Sage von Pfaffendorf.

Der Müller von Pfaffendorf ging einstmals in einer Winternacht aus dem Wirtshaus zu Brunnen über den Friedhof, den nächsten Weg nach seinem Dorf. Es war aber eine grimmige Kälte, und er hatte einen Pelzrock an. Als er vor der Grabstätte der Unschuldigen Kindlein vorbeikam, rief er neckend ins Häuslein hinein: »Kinderl, friert's enk nit?« Und er ging dann seines Weges fort. Er war aber noch nicht hundert Schritt weiter, als er hinter sich etwas rascheln und rauschen hörte; und wie er umschaute, sah er unzählige Lichtlein, die ihm nachschwirrten. In der Angst seines Herzens warf er den Pelzrock von sich, um geschwinder laufen zu können.

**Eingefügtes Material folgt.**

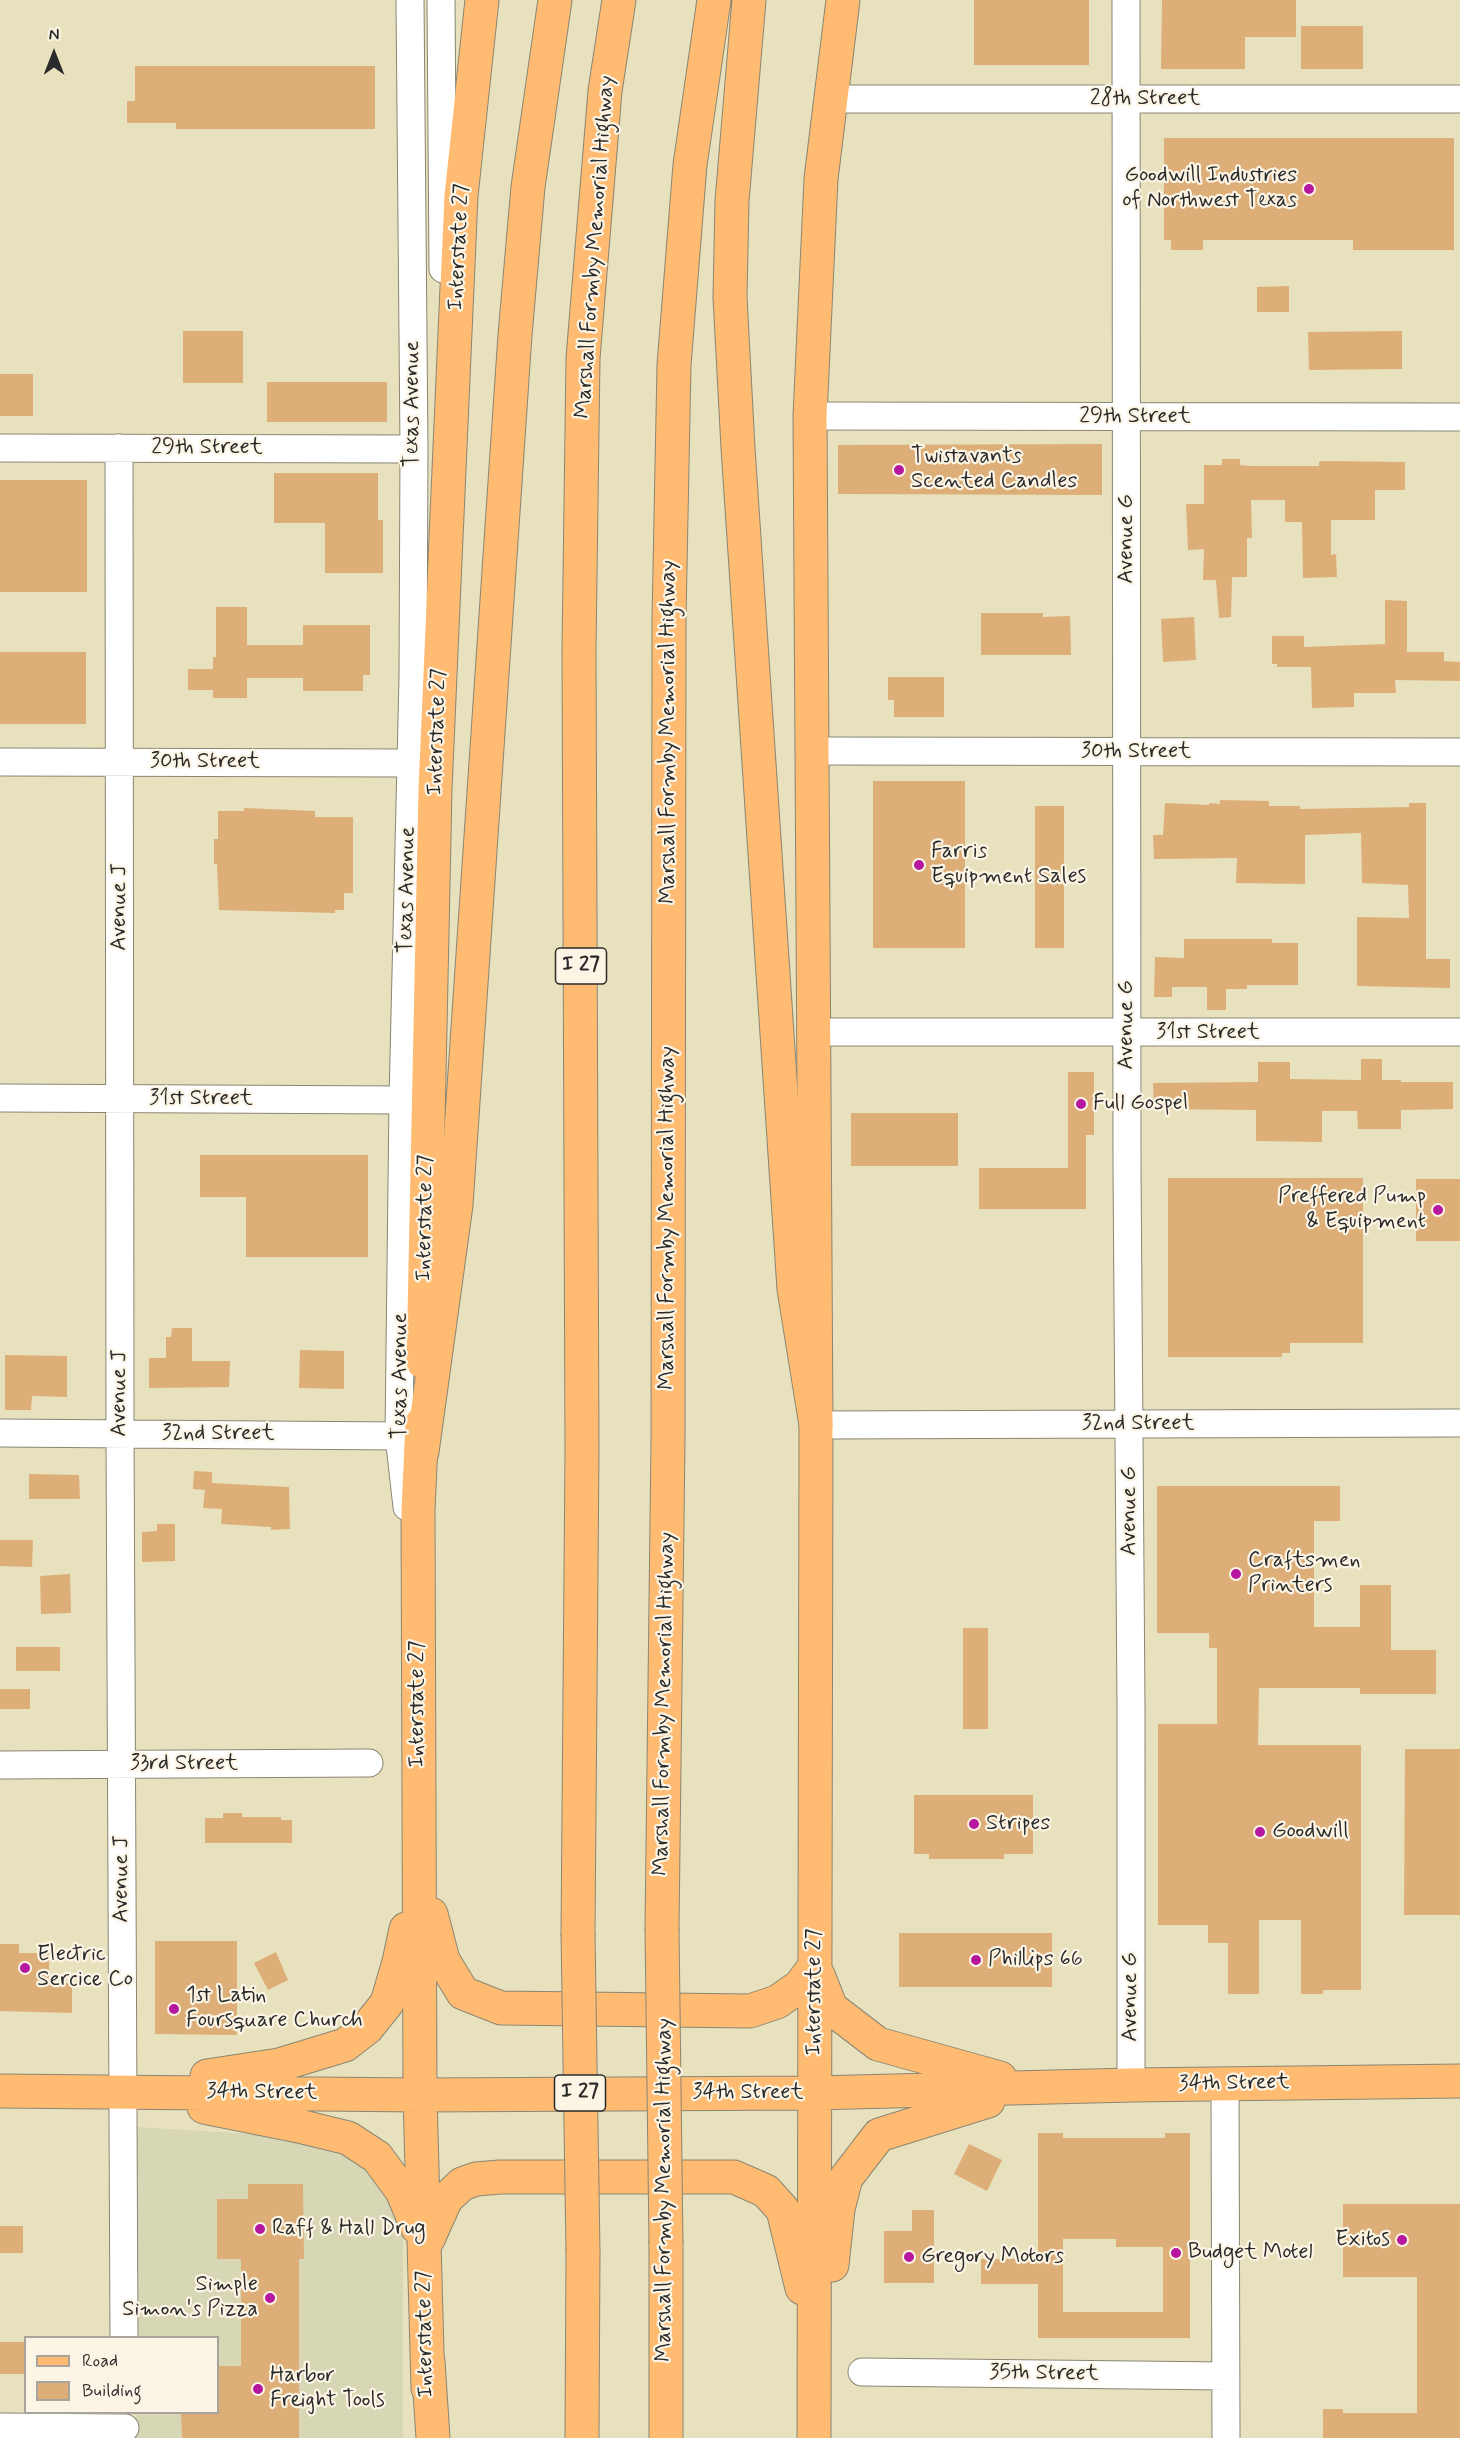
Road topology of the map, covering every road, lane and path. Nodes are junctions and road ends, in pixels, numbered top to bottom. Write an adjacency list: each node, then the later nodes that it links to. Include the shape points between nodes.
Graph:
1 (410, 0): 18 (street, Texas Avenue)
2 (441, 0): 24 (street, via 445,466)
3 (482, 0): 24 (main road, Interstate 27, via 461,196)
4 (555, 0): 36 (main road, via 528,187 516,324 456,1205)
5 (619, 0): 60 (main road, Marshall Formby Memorial Highway / I 27, bridge, via 605,91 583,358 579,650 582,1451 578,1933)
6 (714, 0): 61 (main road, Marshall Formby Memorial Highway, bridge, via 690,165 674,365 669,619 668,1440 662,1928)
7 (749, 0): 33 (main road, via 732,201 730,297 794,1289)
8 (843, 0): 10 (main road, Interstate 27)
9 (1126, 0): 11 (street, Avenue G)
10 (829, 99): 11 (street, 28th Street); 13 (main road, Interstate 27, via 820,191)
11 (1126, 99): 12 (street, 28th Street); 14 (street, Avenue G)
12 (1460, 99)
13 (810, 416): 14 (street, 29th Street); 19 (main road, Interstate 27)
14 (1127, 417): 15 (street, 29th Street); 20 (street, Avenue G)
15 (1460, 417)
16 (0, 448): 17 (street, 29th Street)
17 (119, 448): 18 (street, 29th Street); 22 (street, Avenue J)
18 (414, 449): 24 (street, Texas Avenue)
19 (812, 751): 20 (street, 30th Street); 25 (main road, Interstate 27)
20 (1127, 752): 21 (street, 30th Street); 27 (street, Avenue G)
21 (1460, 752)
22 (120, 761): 23 (street, 30th Street); 24 (street, 30th Street); 29 (street, Avenue J)
23 (0, 762)
24 (423, 770): 30 (street, Texas Avenue); 36 (main road, Interstate 27)
25 (812, 1032): 27 (street, 31st Street); 33 (main road, Interstate 27)
26 (1460, 1032): 27 (street, 31st Street)
27 (1127, 1033): 31 (street, Avenue G)
28 (0, 1098): 29 (street, 31st Street)
29 (120, 1099): 30 (street, 31st Street); 35 (street, Avenue J)
30 (403, 1101): 36 (street, Texas Avenue)
31 (1129, 1424): 32 (street, 32nd Street); 33 (street, 32nd Street); 44 (street, Avenue G)
32 (1460, 1424)
33 (816, 1425): 41 (main road, Interstate 27)
34 (0, 1433): 35 (street, 32nd Street)
35 (120, 1433): 36 (street, 32nd Street); 38 (street, Avenue J)
36 (411, 1444): 40 (main road, Interstate 27, via 418,1510)
37 (369, 1763): 38 (street, 33rd Street)
38 (122, 1764): 39 (street, 33rd Street); 47 (street, Avenue J)
39 (0, 1765)
40 (419, 1864): 41 (main road, via 443,1960 463,1993 501,2008 750,2010 777,2002 800,1986); 47 (main road, via 387,2003 367,2028 345,2045 279,2065); 49 (main road, Interstate 27)
41 (815, 1966): 45 (main road, via 831,2008 878,2044); 48 (main road, Interstate 27)
42 (1460, 2081): 43 (main road, 34th Street)
43 (1225, 2084): 44 (main road, 34th Street); 55 (street)
44 (1131, 2085): 45 (main road, 34th Street)
45 (1036, 2088): 48 (main road, 34th Street); 51 (main road, via 879,2135 846,2178 832,2264)
46 (0, 2091): 47 (main road, 34th Street)
47 (123, 2091): 49 (main road, 34th Street); 50 (main road, via 348,2138 377,2157 402,2191); 52 (street, Avenue J)
48 (814, 2093): 49 (main road, 34th Street); 51 (main road, Interstate 27)
49 (420, 2095): 50 (main road, Interstate 27)
50 (425, 2246): 51 (main road, via 446,2199 462,2184 476,2179 734,2177 766,2191 783,2210); 53 (main road, Interstate 27)
51 (814, 2334): 62 (main road, Interstate 27)
52 (124, 2336)
53 (428, 2361): 58 (main road, Interstate 27); 59 (main road)
54 (862, 2372): 55 (street, 35th Street)
55 (1226, 2376): 63 (street)
56 (125, 2426): 57 (street)
57 (0, 2427)
58 (428, 2438)
59 (433, 2438)
60 (582, 2438)
61 (666, 2438)
62 (814, 2438)
63 (1226, 2438)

So kam er ganz ermattet und erfroren in Pfaffendorf an. Am anderen Tag wollte er seinen Pelzrock holen, er traf ihn aber nicht mehr an der Stelle; wohl aber sah er, als er über den Friedhof ging, auf jedem Grab ein Flöcklein vom Pelz liegen, so daß er sich das Seinige wohl denken mochte.